• **About this task**: Copy word for word, please, the lines of the entries below running from the one containing "thumb ip: (318, 210)" to the one containing "middle dip: (236, 196)", both ends included.

[[ Data records open ]]

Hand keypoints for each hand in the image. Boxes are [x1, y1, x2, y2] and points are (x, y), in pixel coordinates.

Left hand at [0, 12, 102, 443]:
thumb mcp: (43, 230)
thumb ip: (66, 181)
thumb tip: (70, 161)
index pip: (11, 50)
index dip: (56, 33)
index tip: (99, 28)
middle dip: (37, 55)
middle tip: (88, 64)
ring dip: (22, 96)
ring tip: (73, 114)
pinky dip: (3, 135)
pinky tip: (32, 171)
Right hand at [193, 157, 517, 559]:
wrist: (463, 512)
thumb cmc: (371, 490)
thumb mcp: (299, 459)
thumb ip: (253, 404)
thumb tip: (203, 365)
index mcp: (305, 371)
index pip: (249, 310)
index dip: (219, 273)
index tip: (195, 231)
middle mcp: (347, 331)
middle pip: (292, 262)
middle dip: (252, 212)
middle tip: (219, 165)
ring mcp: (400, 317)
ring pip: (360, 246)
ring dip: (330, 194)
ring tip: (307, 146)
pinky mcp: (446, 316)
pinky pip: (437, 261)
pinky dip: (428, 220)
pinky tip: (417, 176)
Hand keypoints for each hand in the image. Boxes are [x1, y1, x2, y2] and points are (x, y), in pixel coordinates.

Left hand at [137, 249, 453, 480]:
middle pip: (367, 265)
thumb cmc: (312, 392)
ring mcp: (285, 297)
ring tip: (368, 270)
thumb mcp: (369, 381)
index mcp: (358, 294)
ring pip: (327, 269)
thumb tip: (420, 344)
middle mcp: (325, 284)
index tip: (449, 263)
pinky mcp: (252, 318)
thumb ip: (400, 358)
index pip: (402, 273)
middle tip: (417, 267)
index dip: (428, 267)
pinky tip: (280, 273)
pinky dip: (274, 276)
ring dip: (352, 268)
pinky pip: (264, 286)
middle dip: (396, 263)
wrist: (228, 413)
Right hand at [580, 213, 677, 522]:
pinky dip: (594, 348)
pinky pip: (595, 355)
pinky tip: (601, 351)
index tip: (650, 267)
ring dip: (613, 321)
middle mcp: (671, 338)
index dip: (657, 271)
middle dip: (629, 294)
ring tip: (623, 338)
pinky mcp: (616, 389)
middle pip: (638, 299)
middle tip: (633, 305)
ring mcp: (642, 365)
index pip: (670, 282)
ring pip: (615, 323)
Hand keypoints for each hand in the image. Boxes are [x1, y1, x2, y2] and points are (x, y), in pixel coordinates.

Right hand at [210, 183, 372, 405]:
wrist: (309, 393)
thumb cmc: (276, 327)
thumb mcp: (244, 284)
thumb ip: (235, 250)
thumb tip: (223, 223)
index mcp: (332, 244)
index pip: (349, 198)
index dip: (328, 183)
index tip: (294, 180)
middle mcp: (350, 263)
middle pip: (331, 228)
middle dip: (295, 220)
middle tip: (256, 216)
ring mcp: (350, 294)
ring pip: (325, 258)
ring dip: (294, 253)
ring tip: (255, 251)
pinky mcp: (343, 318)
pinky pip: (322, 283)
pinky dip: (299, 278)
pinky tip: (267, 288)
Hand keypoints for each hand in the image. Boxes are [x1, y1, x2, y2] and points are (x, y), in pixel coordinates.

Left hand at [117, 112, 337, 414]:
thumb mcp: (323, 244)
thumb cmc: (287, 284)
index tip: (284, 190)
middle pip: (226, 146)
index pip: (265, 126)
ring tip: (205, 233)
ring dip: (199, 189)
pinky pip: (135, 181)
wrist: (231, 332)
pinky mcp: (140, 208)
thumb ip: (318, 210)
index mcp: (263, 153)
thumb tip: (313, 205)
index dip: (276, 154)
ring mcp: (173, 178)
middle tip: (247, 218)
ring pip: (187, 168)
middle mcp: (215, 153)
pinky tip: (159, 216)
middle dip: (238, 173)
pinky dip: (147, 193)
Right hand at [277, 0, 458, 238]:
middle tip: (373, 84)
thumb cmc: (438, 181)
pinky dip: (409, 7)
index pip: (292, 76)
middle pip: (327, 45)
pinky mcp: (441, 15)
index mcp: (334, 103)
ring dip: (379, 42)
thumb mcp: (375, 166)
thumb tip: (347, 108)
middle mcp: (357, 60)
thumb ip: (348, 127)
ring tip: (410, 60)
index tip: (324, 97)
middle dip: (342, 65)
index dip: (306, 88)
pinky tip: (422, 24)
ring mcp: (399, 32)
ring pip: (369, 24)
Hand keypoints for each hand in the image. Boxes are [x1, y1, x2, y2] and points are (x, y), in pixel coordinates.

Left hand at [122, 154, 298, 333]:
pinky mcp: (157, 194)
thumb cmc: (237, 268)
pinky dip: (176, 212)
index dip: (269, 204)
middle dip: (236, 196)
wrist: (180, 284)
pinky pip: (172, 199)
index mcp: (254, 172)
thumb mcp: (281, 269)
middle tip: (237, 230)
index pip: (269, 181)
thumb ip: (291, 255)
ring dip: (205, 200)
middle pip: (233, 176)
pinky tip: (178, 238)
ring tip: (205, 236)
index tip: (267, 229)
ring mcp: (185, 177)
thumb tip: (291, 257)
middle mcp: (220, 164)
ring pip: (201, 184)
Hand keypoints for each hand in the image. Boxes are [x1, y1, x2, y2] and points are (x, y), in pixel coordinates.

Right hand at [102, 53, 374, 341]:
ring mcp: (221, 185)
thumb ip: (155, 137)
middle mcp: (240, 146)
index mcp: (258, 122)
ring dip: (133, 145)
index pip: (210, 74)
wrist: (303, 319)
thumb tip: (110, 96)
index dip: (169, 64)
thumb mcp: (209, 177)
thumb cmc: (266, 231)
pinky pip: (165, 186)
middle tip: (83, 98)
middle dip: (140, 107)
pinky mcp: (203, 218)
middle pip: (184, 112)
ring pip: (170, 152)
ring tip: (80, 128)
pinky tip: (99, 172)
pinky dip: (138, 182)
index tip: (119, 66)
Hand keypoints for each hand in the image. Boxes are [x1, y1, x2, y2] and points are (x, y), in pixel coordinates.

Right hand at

[[ Data records closed ]]
[[ Data records open ]]

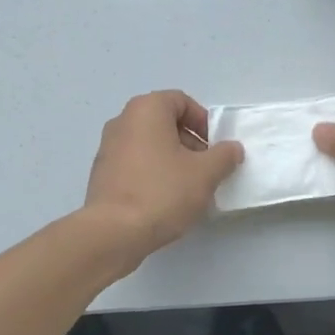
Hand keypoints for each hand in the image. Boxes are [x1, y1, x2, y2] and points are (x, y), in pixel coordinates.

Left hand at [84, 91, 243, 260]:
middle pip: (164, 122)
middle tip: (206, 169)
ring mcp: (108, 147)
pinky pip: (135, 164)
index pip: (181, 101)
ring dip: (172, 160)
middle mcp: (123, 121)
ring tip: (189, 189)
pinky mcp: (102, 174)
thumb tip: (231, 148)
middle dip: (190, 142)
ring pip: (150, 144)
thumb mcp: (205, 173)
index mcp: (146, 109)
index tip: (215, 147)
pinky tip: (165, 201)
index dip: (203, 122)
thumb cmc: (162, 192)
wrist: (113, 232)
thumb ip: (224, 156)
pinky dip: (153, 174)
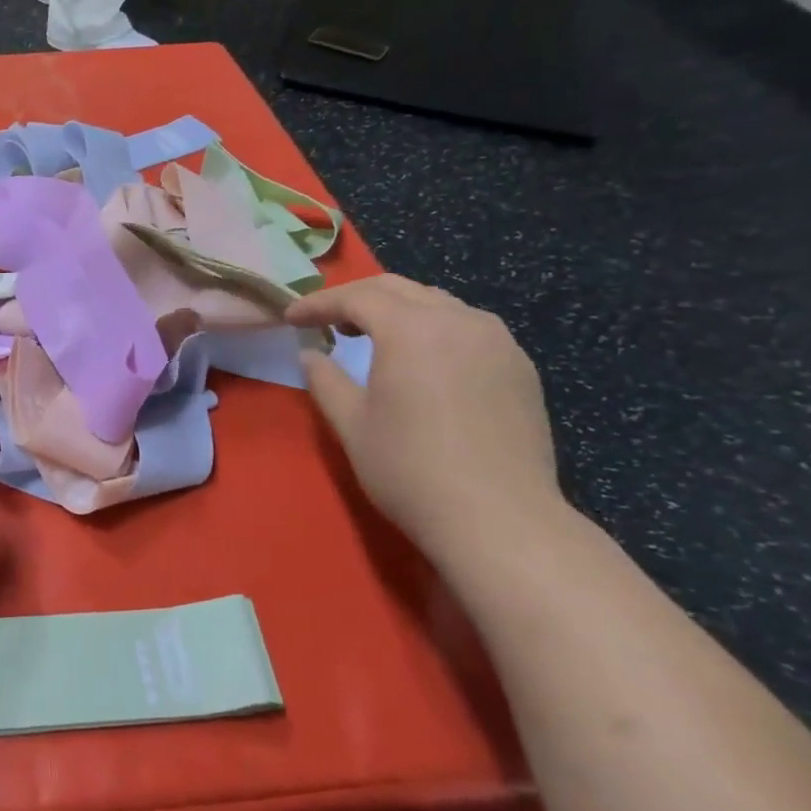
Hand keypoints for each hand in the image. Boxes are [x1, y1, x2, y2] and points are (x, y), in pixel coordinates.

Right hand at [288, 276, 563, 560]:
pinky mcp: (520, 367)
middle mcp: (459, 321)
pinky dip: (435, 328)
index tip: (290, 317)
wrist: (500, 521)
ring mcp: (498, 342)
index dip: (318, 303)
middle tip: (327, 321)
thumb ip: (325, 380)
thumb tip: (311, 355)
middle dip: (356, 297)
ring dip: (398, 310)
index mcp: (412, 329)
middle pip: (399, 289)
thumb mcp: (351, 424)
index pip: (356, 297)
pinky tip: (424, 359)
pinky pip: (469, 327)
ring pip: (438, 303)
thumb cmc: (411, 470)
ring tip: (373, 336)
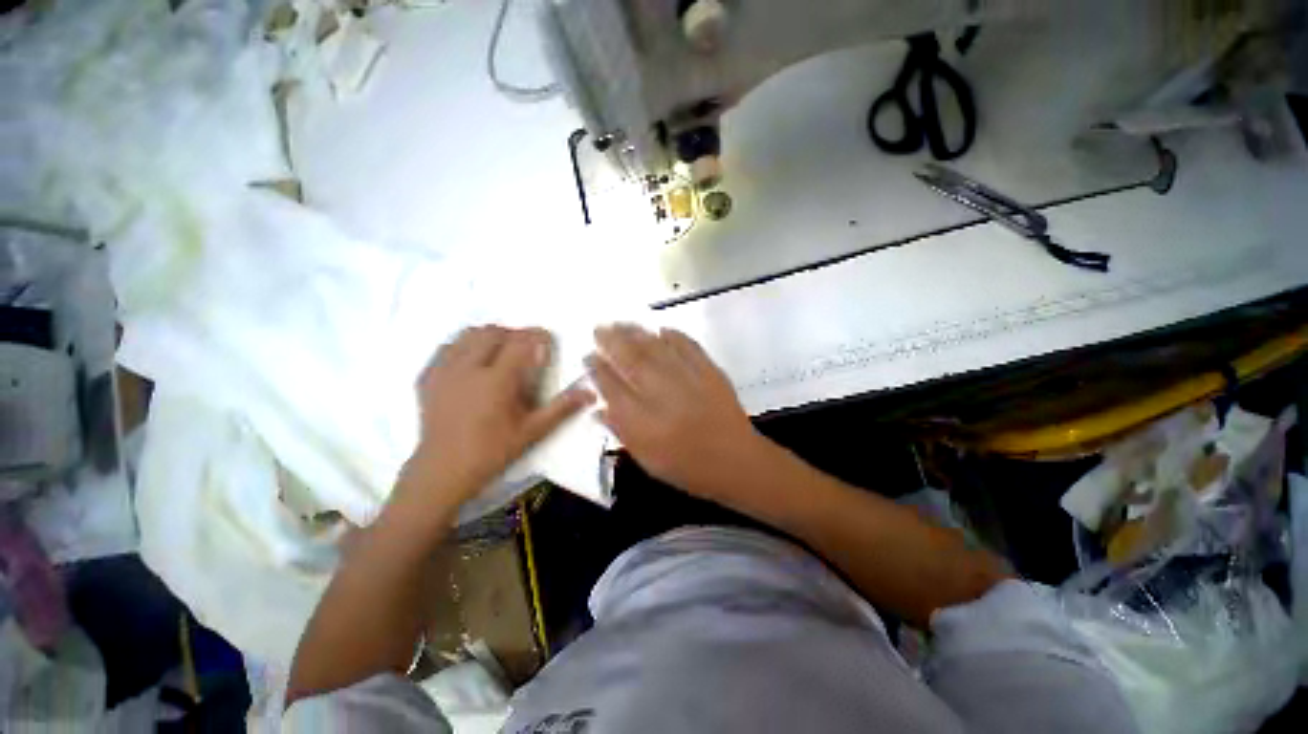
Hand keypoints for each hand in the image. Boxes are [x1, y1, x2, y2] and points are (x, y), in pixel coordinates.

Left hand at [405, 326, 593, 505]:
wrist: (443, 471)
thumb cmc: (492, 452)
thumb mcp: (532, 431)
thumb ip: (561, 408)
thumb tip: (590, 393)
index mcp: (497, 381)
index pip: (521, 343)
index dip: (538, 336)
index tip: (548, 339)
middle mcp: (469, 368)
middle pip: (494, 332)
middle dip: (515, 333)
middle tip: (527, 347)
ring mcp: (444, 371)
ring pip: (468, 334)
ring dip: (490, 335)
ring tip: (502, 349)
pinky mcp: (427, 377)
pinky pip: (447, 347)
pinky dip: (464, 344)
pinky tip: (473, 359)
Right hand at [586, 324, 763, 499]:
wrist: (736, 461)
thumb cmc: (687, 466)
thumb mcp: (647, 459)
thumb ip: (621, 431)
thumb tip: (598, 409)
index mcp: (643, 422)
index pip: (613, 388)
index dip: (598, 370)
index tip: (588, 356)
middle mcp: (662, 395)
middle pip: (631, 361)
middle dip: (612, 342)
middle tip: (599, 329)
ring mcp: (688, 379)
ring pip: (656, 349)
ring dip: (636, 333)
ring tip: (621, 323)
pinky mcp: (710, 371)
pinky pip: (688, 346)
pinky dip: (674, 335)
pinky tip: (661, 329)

[[ Data records closed ]]

• **Task solution**:
thumb ip: (318, 210)
index mcp: (263, 153)
thumb tip: (313, 205)
index dip: (276, 154)
ring mcp: (173, 178)
middle tip: (247, 218)
ring pip: (187, 168)
middle mcp: (215, 153)
pinky tip: (159, 216)
middle dip: (238, 173)
pinky dip: (147, 193)
Right hand at [277, 0, 458, 238]:
middle tip: (373, 84)
thumb cmc: (438, 181)
pinky dip: (409, 7)
index pip: (292, 76)
middle pip: (327, 45)
pinky mcp: (441, 15)
index mcp: (334, 103)
ring dip: (379, 42)
thumb mcp: (375, 166)
thumb tip: (347, 108)
middle mcp: (357, 60)
thumb ip: (348, 127)
ring tip: (410, 60)
index tip: (324, 97)
middle dip: (342, 65)
index dip: (306, 88)
pinky tip: (422, 24)
ring mcp: (399, 32)
ring pip: (369, 24)
Hand keypoints for each hand in the image. Boxes are [x1, y1, x2, y2] and points are (x, y), in pixel coordinates.

Left hand at [122, 154, 298, 333]:
pinky mcp: (157, 194)
thumb cmc: (237, 268)
pinky dip: (176, 212)
index dip: (269, 204)
middle dip: (236, 196)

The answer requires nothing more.